Bu 7 günlük plan; yaklaşık 1.600-1.900 kalori, yeterli protein ve lif içermektedir. Kadınlar için kilo verme, erkekler için ise hafif açıkla idame amacıyla kullanılabilir.
Genel Prensipler
Bu planı uygularken şu kurallara dikkat edin:
- Her öğünde bol su için (öğün başına en az 1 bardak)
- Yemekleri yavaş yiyin ve doyduğunuzda durun
- Zeytinyağını ölçülü kullanın (1 yemek kaşığı = 120 kalori)

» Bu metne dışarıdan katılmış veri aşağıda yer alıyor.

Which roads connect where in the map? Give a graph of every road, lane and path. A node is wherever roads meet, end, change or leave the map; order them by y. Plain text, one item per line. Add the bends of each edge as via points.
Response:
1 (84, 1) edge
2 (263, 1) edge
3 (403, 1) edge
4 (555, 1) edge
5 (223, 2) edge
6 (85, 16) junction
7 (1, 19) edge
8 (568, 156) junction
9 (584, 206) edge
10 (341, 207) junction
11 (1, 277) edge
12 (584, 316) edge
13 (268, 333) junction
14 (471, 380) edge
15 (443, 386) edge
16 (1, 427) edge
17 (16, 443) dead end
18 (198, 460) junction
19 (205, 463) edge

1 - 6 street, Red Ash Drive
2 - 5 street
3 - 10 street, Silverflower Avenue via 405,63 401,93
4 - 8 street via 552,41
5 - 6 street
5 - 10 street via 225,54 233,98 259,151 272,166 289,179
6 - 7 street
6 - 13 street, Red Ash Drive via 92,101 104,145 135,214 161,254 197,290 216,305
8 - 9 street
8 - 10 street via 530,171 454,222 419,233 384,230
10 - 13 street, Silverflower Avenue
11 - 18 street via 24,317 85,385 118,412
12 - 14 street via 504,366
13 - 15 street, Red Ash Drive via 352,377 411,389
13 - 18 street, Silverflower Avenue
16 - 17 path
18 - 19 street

- Ekmek yerine mümkün olduğunca tahıllı alternatifler tercih edin
- Tatlı isteğini önce bir bardak su içerek test edin
Pazartesi
Kahvaltı (yaklaşık 400 kalori)
- 2 haşlanmış yumurta
- 50 g beyaz peynir (az tuzlu)
- 2 dilim tam tahıllı ekmek
- 4-5 zeytin
- Domates, salatalık, sivri biber
- Şekersiz çay
Öğle (yaklaşık 500 kalori)
- 1 kase mercimek çorbası
- 1 porsiyon zeytinyağlı taze fasulye
- 1 kase yoğurt
- 1 dilim tam tahıllı ekmek
Akşam (yaklaşık 550 kalori)
- 150 g ızgara tavuk göğsü
- 1 porsiyon bulgur pilavı (küçük)
- Mevsim salatası (zeytinyağı + limon)
Ara öğün
- 1 avuç ceviz + 1 elma
Salı
Kahvaltı (yaklaşık 380 kalori)
- 2 yumurtalı menemen (az yağlı)
- 1 dilim tam tahıllı ekmek
- Şekersiz çay veya sade Türk kahvesi
Öğle (yaklaşık 480 kalori)
- 1 porsiyon kuru fasulye (az yağlı pişirilmiş)
- 1 kase cacık
- 1 dilim ekmek
- Domates salatası
Akşam (yaklaşık 560 kalori)
- 150 g ızgara somon veya levrek
- Fırın sebzeler (kabak, patlıcan, biber)
- 1 kase yoğurt
Ara öğün
- 1 kase süzme yoğurt + 1 tatlı kaşığı bal
Çarşamba
Kahvaltı (yaklaşık 350 kalori)
- 4 yemek kaşığı yulaf ezmesi (sütle pişmiş)
- 1 avuç mevsim meyvesi
- 1 tatlı kaşığı fıstık ezmesi
Öğle (yaklaşık 500 kalori)
- 1 kase yeşil mercimek çorbası
- 1 porsiyon zeytinyağlı patlıcan
- 1 kase yoğurt
- 1 dilim tahıllı ekmek
Akşam (yaklaşık 520 kalori)
- 4-5 adet ızgara köfte (orta boy)
- Söğüş salata (domates, biber, soğan, maydanoz)
- 1 kase cacık
Ara öğün
- 1 avuç badem + 1 mandalina
Perşembe
Kahvaltı (yaklaşık 400 kalori)
- 2 haşlanmış yumurta
- 1 avokado (küçük boy) veya 50 g lor peyniri
- 2 dilim tam tahıllı ekmek
- Domates ve salatalık
- Çay
Öğle (yaklaşık 520 kalori)
- 1 kase nohut yemeği (zeytinyağlı)
- 1 kase yoğurt
- Mevsim salatası
- 1 dilim ekmek
Akşam (yaklaşık 530 kalori)
- 150 g fırın tavuk but (derisiz)
- 1 porsiyon fırın patates (az yağlı)
- Roka ve domates salatası
Ara öğün
- 1 kase yoğurt + 1 muz
Cuma
Kahvaltı (yaklaşık 360 kalori)
- 2 yumurta + 30 g kaşar peyniri ile sahanda yumurta (az yağlı)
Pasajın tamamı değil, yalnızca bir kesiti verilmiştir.